Dear Mr. Berko: In 2013, my stockbroker had me buy $60,000 worth of Puerto Rican Sales Tax Financing Corp.’s tax-free bonds. I bought these bonds for my individual retirement account. The coupon was 5.5 percent. I paid $770 per $1,000 bond ($46,200 total), and they were supposed to mature in 2022. I got a great 7 percent current return, and the bonds were guaranteed by the collection of sales taxes in Puerto Rico. But now the bottom has dropped out. The bonds pay nothing, and I’ve lost at least 50 percent of my investment. My broker says that the bonds were recommended by his firm and that he didn’t know they were risky. Three of my golfing buddies use the same broker and own the same bonds. What are our chances of getting out of this without getting scorched? Could you explain what happened?
— C.D., Springfield, Ill.
Dear C.D.: Puerto Rico was a foreseeable economic disaster. It was a result of such gross political stupidity that even members of Congress were stupefied.

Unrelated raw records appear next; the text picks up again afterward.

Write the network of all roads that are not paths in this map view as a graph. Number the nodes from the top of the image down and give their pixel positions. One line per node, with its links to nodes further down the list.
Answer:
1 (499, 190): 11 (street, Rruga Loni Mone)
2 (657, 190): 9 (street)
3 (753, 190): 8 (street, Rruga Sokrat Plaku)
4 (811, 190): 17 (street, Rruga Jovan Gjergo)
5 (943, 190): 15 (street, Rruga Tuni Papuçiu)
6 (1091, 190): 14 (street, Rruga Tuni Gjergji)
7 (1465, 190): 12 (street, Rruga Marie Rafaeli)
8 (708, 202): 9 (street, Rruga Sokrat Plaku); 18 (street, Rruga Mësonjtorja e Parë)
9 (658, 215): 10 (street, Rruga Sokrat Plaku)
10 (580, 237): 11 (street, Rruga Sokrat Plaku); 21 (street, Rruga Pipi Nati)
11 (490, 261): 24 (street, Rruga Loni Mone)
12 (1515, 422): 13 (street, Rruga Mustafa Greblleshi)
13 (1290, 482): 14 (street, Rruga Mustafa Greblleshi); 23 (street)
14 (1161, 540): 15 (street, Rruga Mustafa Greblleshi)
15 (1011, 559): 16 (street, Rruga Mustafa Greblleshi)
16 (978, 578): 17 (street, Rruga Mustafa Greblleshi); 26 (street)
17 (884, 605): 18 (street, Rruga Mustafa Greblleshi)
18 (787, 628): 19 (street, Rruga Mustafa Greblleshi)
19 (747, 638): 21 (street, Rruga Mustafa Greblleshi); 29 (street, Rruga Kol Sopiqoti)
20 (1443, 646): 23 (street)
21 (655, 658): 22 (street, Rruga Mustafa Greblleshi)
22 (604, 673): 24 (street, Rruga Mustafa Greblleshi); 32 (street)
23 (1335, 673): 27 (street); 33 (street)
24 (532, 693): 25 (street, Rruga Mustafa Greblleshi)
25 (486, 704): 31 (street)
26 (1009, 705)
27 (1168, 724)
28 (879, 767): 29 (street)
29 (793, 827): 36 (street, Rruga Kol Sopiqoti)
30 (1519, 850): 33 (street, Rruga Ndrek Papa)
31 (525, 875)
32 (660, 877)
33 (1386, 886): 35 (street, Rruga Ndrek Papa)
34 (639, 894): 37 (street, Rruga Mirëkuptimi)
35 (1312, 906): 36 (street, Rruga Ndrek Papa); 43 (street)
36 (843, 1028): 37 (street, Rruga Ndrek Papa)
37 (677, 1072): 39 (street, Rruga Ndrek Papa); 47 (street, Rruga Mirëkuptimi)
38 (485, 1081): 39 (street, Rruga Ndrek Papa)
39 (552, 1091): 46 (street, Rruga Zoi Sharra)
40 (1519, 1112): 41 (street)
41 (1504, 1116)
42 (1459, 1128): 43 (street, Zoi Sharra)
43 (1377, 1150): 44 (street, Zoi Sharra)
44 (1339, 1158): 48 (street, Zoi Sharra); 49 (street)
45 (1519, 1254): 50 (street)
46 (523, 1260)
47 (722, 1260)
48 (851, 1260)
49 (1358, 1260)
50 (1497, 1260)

For at least a decade, Puerto Rico (meaning “rich port” in Spanish) was a predictable disaster from which only a limited recovery was possible. Bondholders, mostly hedge funds and bottom feeders, purchased huge pieces of Puerto Rican debt because Congress encouraged them to believe that those bonds had the imprimatur of the U.S. Treasury. Wall Street’s hedgies and bottom feeders bought the island’s bonds at enormous discounts, pocketing 8 to 12 percent tax-free. Now they’re bleeding like stuck pigs.
For years, these funds paid dues to their congressmen, believing Washington would, if necessary, rescue and guarantee Puerto Rico’s bonds. But for unexplained reasons, when push came to shove, Congress refused to guarantee Puerto Rico’s debt.